§ Task brief
This exercise calls for retyping every line below exactly, with the images omitted.

= Beginning of Section =

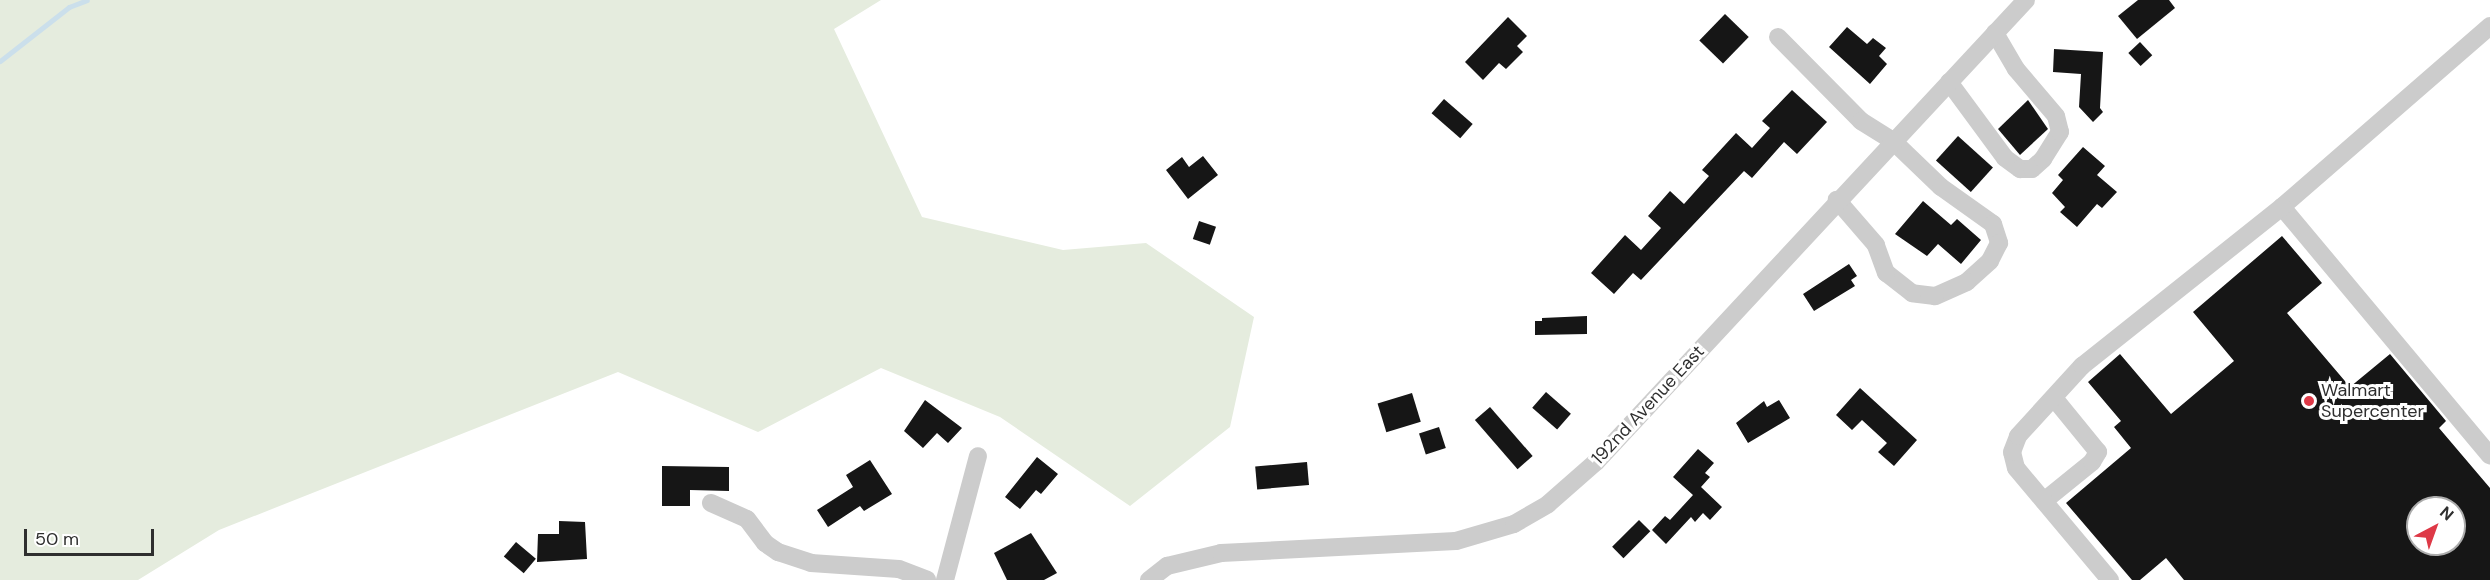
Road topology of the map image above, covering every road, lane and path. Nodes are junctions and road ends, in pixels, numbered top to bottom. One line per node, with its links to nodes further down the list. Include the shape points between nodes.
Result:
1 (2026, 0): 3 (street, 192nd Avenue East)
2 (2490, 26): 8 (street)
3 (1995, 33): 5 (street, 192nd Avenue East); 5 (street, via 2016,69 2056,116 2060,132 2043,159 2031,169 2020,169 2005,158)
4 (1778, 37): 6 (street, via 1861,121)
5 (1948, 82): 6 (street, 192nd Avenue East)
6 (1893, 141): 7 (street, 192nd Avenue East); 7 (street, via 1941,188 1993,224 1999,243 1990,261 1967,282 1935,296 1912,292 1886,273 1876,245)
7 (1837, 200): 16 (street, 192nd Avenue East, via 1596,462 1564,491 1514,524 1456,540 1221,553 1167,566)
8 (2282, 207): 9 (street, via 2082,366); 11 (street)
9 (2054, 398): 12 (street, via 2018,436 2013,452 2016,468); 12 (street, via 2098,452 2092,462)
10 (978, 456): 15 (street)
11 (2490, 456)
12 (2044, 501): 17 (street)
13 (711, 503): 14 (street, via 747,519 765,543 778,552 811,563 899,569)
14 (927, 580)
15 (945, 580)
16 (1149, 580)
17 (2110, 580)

= End of Section =

§ Exercise solution
Road topology of the map image above, covering every road, lane and path. Nodes are junctions and road ends, in pixels, numbered top to bottom. One line per node, with its links to nodes further down the list. Include the shape points between nodes.
Result:
1 (2026, 0): 3 (street, 192nd Avenue East)
2 (2490, 26): 8 (street)
3 (1995, 33): 5 (street, 192nd Avenue East); 5 (street, via 2016,69 2056,116 2060,132 2043,159 2031,169 2020,169 2005,158)
4 (1778, 37): 6 (street, via 1861,121)
5 (1948, 82): 6 (street, 192nd Avenue East)
6 (1893, 141): 7 (street, 192nd Avenue East); 7 (street, via 1941,188 1993,224 1999,243 1990,261 1967,282 1935,296 1912,292 1886,273 1876,245)
7 (1837, 200): 16 (street, 192nd Avenue East, via 1596,462 1564,491 1514,524 1456,540 1221,553 1167,566)
8 (2282, 207): 9 (street, via 2082,366); 11 (street)
9 (2054, 398): 12 (street, via 2018,436 2013,452 2016,468); 12 (street, via 2098,452 2092,462)
10 (978, 456): 15 (street)
11 (2490, 456)
12 (2044, 501): 17 (street)
13 (711, 503): 14 (street, via 747,519 765,543 778,552 811,563 899,569)
14 (927, 580)
15 (945, 580)
16 (1149, 580)
17 (2110, 580)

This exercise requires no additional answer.